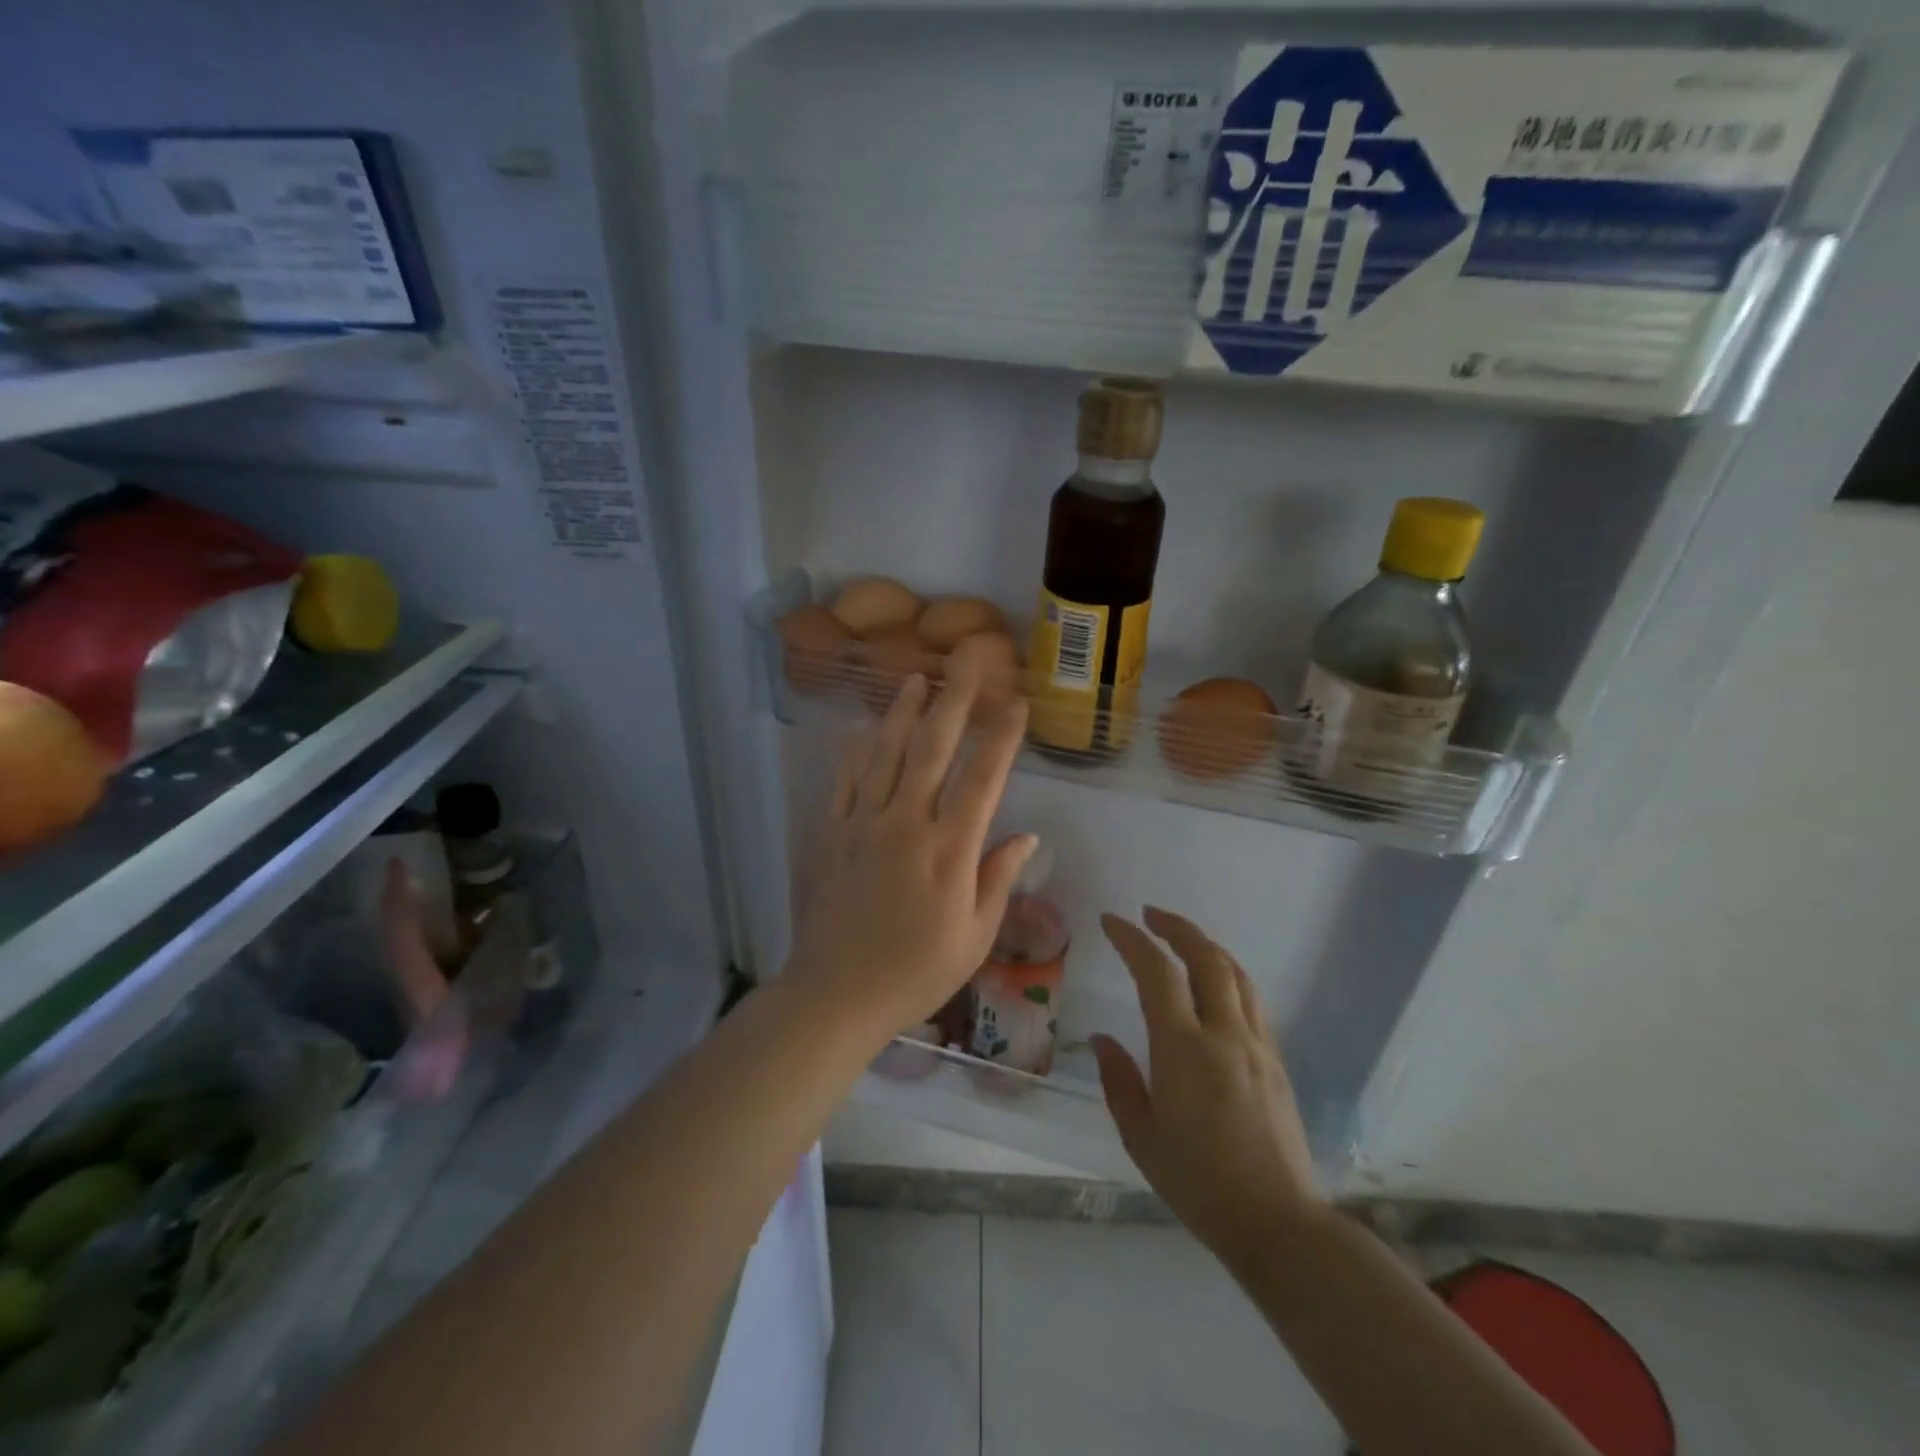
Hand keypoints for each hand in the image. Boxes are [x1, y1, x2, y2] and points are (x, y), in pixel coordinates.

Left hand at [787, 660, 1036, 1038]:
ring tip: (915, 678)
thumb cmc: (916, 973)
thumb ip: (998, 878)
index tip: (1016, 702)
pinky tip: (865, 729)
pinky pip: (845, 780)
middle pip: (933, 749)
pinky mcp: (831, 833)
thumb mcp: (974, 937)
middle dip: (954, 700)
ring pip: (886, 753)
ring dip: (903, 712)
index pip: (983, 779)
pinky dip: (857, 751)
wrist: (836, 994)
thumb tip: (1027, 835)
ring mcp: (863, 824)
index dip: (1002, 736)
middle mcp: (907, 824)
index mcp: (949, 850)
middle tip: (966, 661)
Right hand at [1092, 908, 1321, 1265]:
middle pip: (1207, 958)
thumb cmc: (1199, 1184)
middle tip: (1150, 915)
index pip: (1157, 973)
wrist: (1279, 1224)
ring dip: (1206, 947)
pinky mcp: (1277, 1062)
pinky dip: (1228, 976)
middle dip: (1176, 927)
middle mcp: (1225, 1034)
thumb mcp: (1141, 1137)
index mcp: (1185, 1049)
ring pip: (1236, 974)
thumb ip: (1118, 1080)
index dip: (1132, 939)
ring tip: (1181, 941)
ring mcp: (1258, 1046)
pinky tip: (1214, 988)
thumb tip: (1102, 1040)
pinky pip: (1252, 1001)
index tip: (1111, 921)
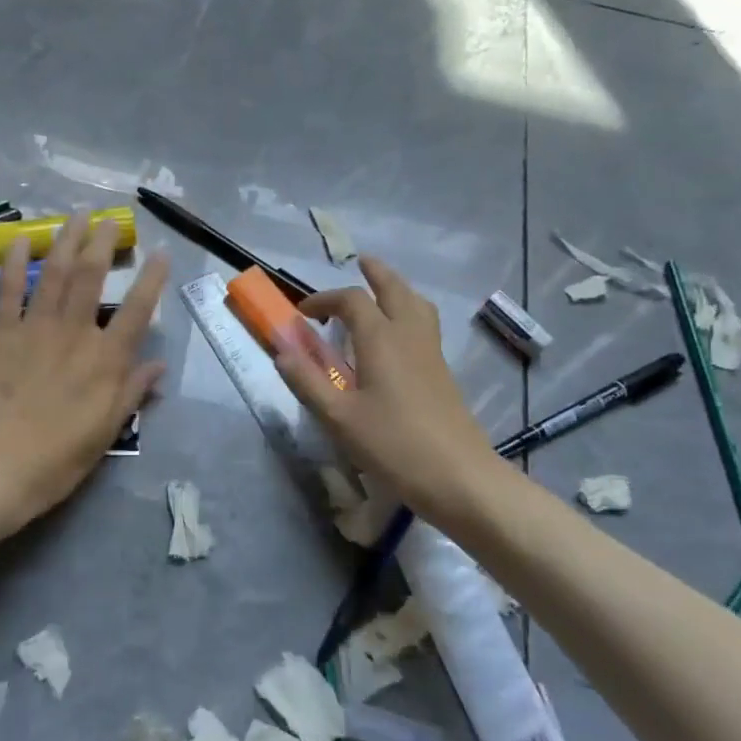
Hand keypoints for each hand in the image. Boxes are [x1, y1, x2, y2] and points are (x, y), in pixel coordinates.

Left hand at [0, 214, 168, 548]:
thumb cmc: (54, 461)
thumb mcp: (104, 434)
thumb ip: (131, 394)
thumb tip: (158, 366)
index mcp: (106, 361)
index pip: (138, 310)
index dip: (152, 279)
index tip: (161, 252)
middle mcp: (75, 333)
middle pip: (92, 276)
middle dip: (103, 242)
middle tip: (111, 218)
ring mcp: (34, 328)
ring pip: (55, 272)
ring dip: (67, 239)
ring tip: (77, 214)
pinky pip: (8, 289)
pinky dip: (14, 261)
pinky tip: (21, 238)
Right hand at [275, 257, 503, 523]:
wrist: (459, 477)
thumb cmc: (394, 445)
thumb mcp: (339, 417)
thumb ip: (307, 381)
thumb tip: (281, 350)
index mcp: (381, 338)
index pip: (351, 300)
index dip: (324, 299)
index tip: (303, 313)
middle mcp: (409, 334)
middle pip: (394, 288)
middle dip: (375, 273)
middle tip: (360, 263)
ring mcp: (431, 352)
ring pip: (417, 303)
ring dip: (397, 289)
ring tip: (382, 292)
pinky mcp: (443, 371)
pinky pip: (425, 324)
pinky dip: (409, 311)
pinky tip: (398, 335)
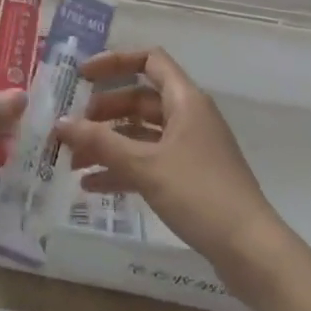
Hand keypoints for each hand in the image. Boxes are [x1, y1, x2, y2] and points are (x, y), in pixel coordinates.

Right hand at [53, 48, 286, 281]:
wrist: (250, 249)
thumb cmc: (199, 193)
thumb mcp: (144, 165)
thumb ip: (100, 142)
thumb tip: (60, 123)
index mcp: (185, 100)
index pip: (148, 60)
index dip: (114, 62)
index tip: (81, 77)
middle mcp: (189, 116)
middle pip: (140, 99)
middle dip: (103, 112)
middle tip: (72, 129)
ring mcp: (191, 148)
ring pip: (142, 133)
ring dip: (108, 143)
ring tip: (73, 161)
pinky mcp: (190, 177)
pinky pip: (149, 161)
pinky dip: (123, 168)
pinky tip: (93, 186)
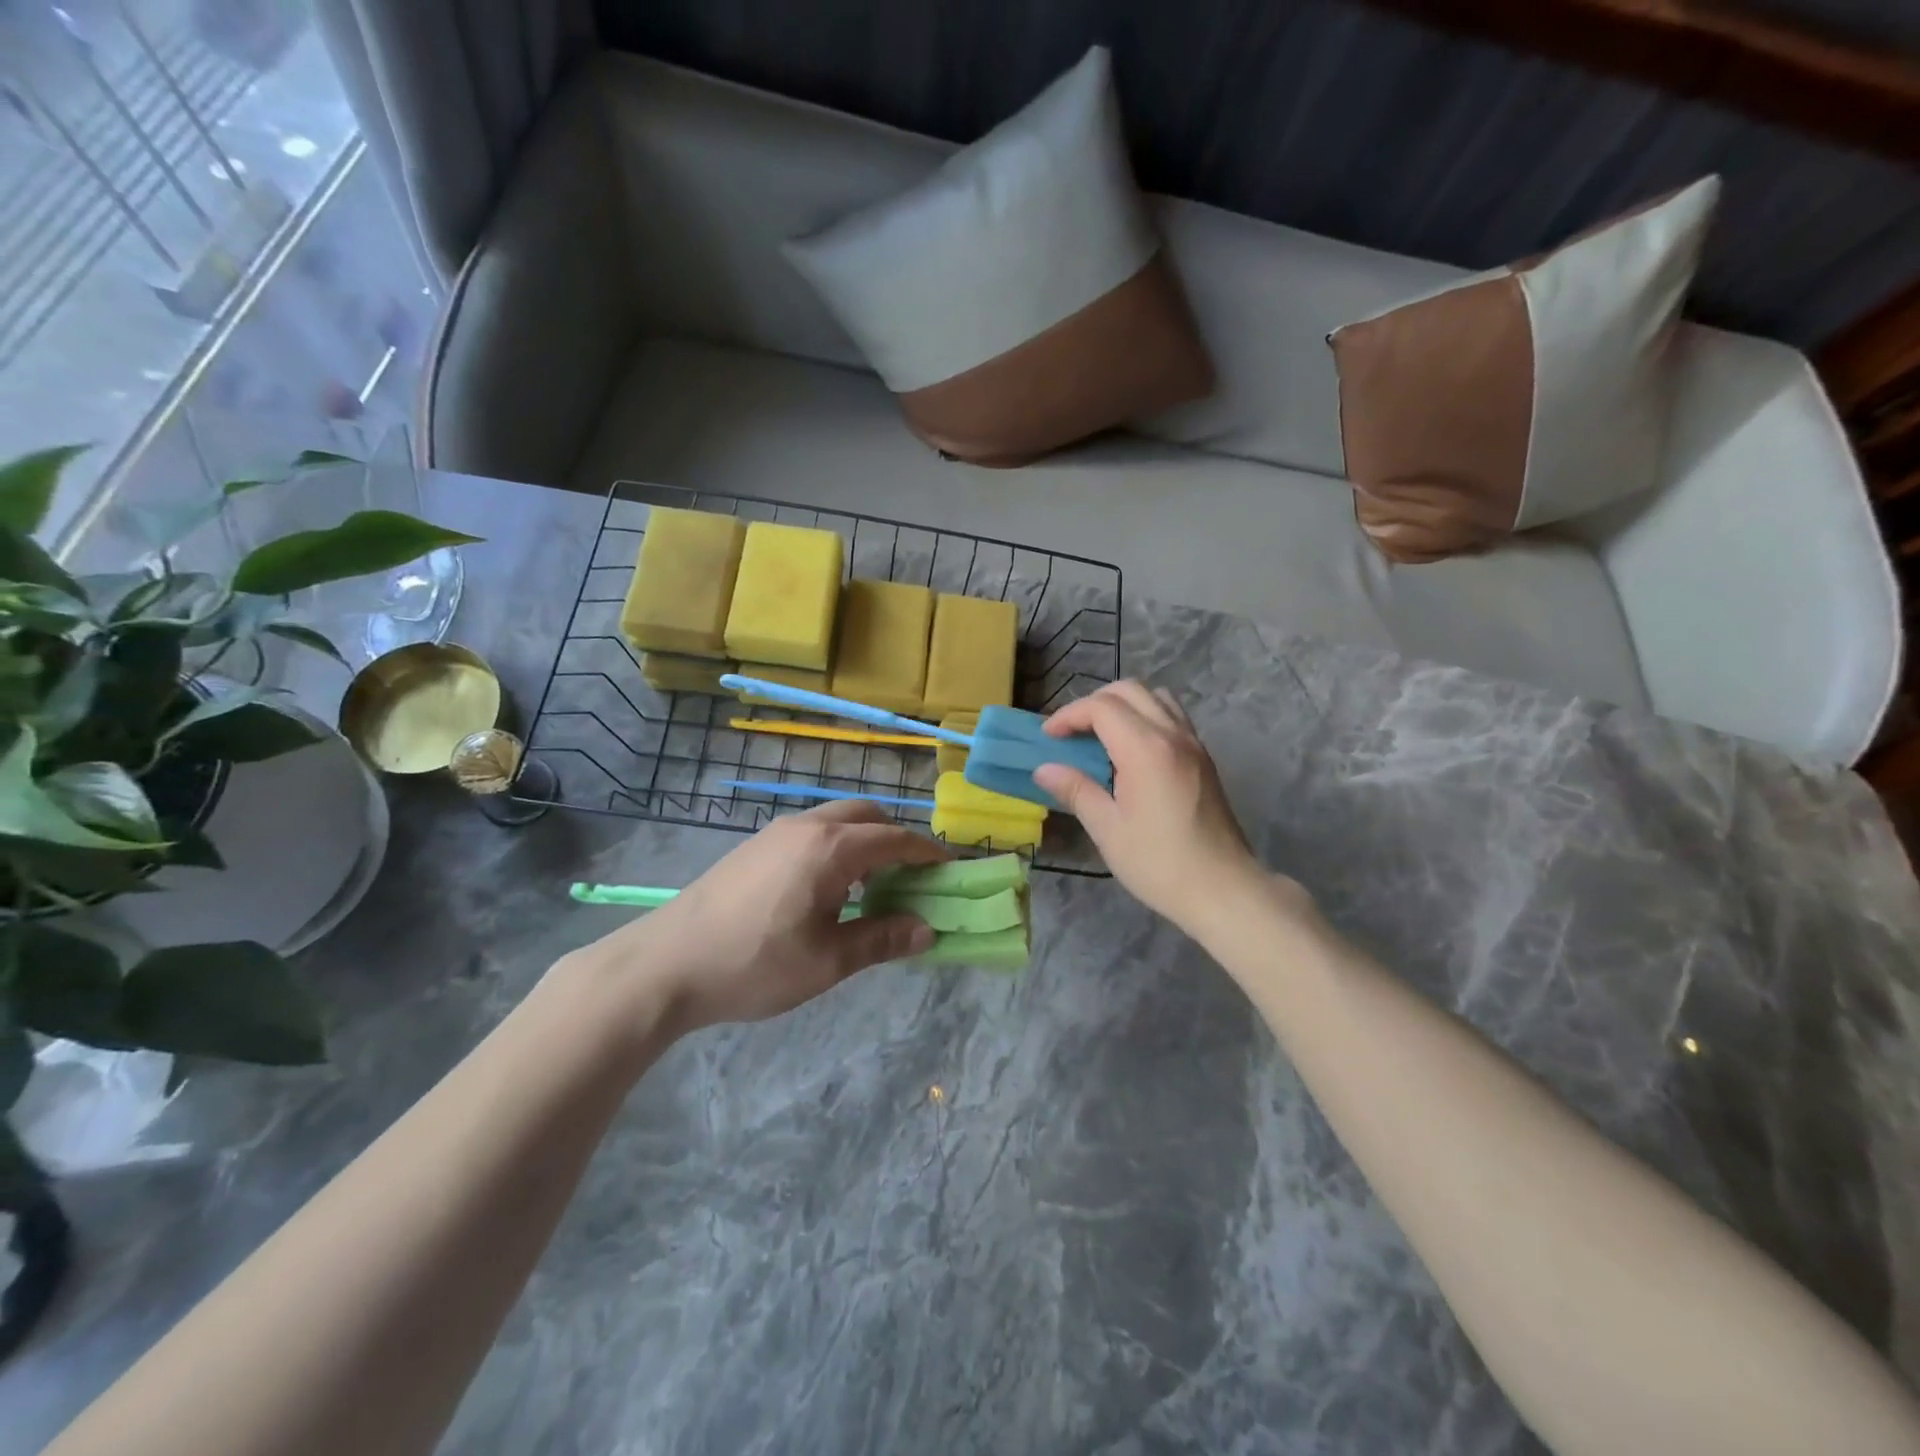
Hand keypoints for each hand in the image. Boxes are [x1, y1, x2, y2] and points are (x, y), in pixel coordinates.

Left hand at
########
Except for the pictures, set down each line of the records exactly as it appears.

[Reply]
Hand keypoints for each hand in the image. Boxes are [x1, y1, x2, y2] and points are (x, y), in pixel coordinates.

Left hand at [787, 660, 1036, 1038]:
ring tip: (915, 678)
thumb cmc: (916, 973)
thumb ip: (998, 878)
index tip: (1016, 702)
pinky tip: (865, 729)
pinky pip: (845, 780)
middle pip: (933, 749)
pinky mcp: (831, 833)
thumb mcp: (974, 937)
middle dip: (954, 700)
ring pip: (886, 753)
ring dip: (903, 712)
index pip: (983, 779)
pinky dip: (857, 751)
wrist: (836, 994)
thumb tip: (1027, 835)
ring mcp: (863, 824)
index dip: (1002, 736)
middle mcp: (907, 824)
index mcp: (949, 850)
middle tip: (966, 661)
Right hand at [1092, 908, 1321, 1265]:
middle pip: (1207, 958)
thumb cmc: (1199, 1184)
middle tip: (1150, 915)
index pip: (1157, 973)
wrist: (1279, 1224)
ring dip: (1206, 947)
pinky mcp: (1277, 1062)
pinky dip: (1228, 976)
middle dip: (1176, 927)
middle mcp: (1225, 1034)
thumb mcp: (1141, 1137)
index mcp: (1185, 1049)
ring pip: (1236, 974)
thumb ip: (1118, 1080)
index dip: (1132, 939)
ring tip: (1181, 941)
ring mcp: (1258, 1046)
pinky tip: (1214, 988)
thumb tip: (1102, 1040)
pinky pip: (1252, 1001)
index tip: (1111, 921)
Hand keypoints for each hand in the image. Boxes are [x1, y1, x2, y2] and points are (x, y), in pixel coordinates.

Left hand at [0, 214, 168, 548]:
thumb cmc: (54, 461)
thumb mcp: (104, 434)
thumb ip: (131, 394)
thumb tip: (158, 366)
index mcp: (106, 361)
index pip: (138, 310)
index dip: (152, 279)
index tip: (161, 252)
middle mcp: (75, 333)
middle pip: (92, 276)
middle dip: (103, 242)
middle tip: (111, 218)
ring mcp: (34, 328)
ring pip: (55, 272)
ring dip: (67, 239)
ring tip: (77, 214)
pinky pip: (8, 289)
pinky dip: (14, 261)
pinky tip: (21, 238)
Right hand at [275, 257, 503, 523]:
wrist: (459, 477)
thumb cmc: (394, 445)
thumb mcp: (339, 417)
thumb ip: (307, 381)
thumb tip: (281, 350)
index mcp: (381, 338)
index pip: (351, 300)
index dip: (324, 299)
index tip: (303, 313)
middle mcp: (409, 334)
middle pip: (394, 288)
middle dip: (375, 273)
middle tip: (360, 263)
ring mcp: (431, 352)
ring pip: (417, 303)
ring dip: (397, 289)
ring tip: (382, 292)
pinky mcp: (443, 371)
pinky pip: (425, 324)
pinky dip: (409, 311)
pinky tip: (398, 335)
Hand keypoints for each hand in the image. Boxes are [x1, y1, x2, y2] and points are (x, y), in pixel coordinates.

Right hand at [53, 48, 286, 281]:
wrist: (250, 249)
thumb cmc: (199, 193)
thumb mcp: (144, 165)
thumb ip: (100, 142)
thumb tip: (60, 123)
index mcp: (185, 100)
index pip: (148, 60)
index dip: (114, 62)
index tip: (81, 77)
middle mcp: (189, 116)
middle pip: (140, 99)
middle dip: (103, 112)
middle tip: (72, 129)
ring mcp: (191, 148)
ring pip: (142, 133)
ring dip: (108, 143)
ring tip: (73, 161)
pinky mcp: (190, 177)
pinky pip: (149, 161)
pinky dip: (123, 168)
pinky tip: (93, 186)
Hand keypoints for each hand in the image. Boxes are [x1, y1, x2, y2] and points are (x, y), in pixel coordinates.

Left hand at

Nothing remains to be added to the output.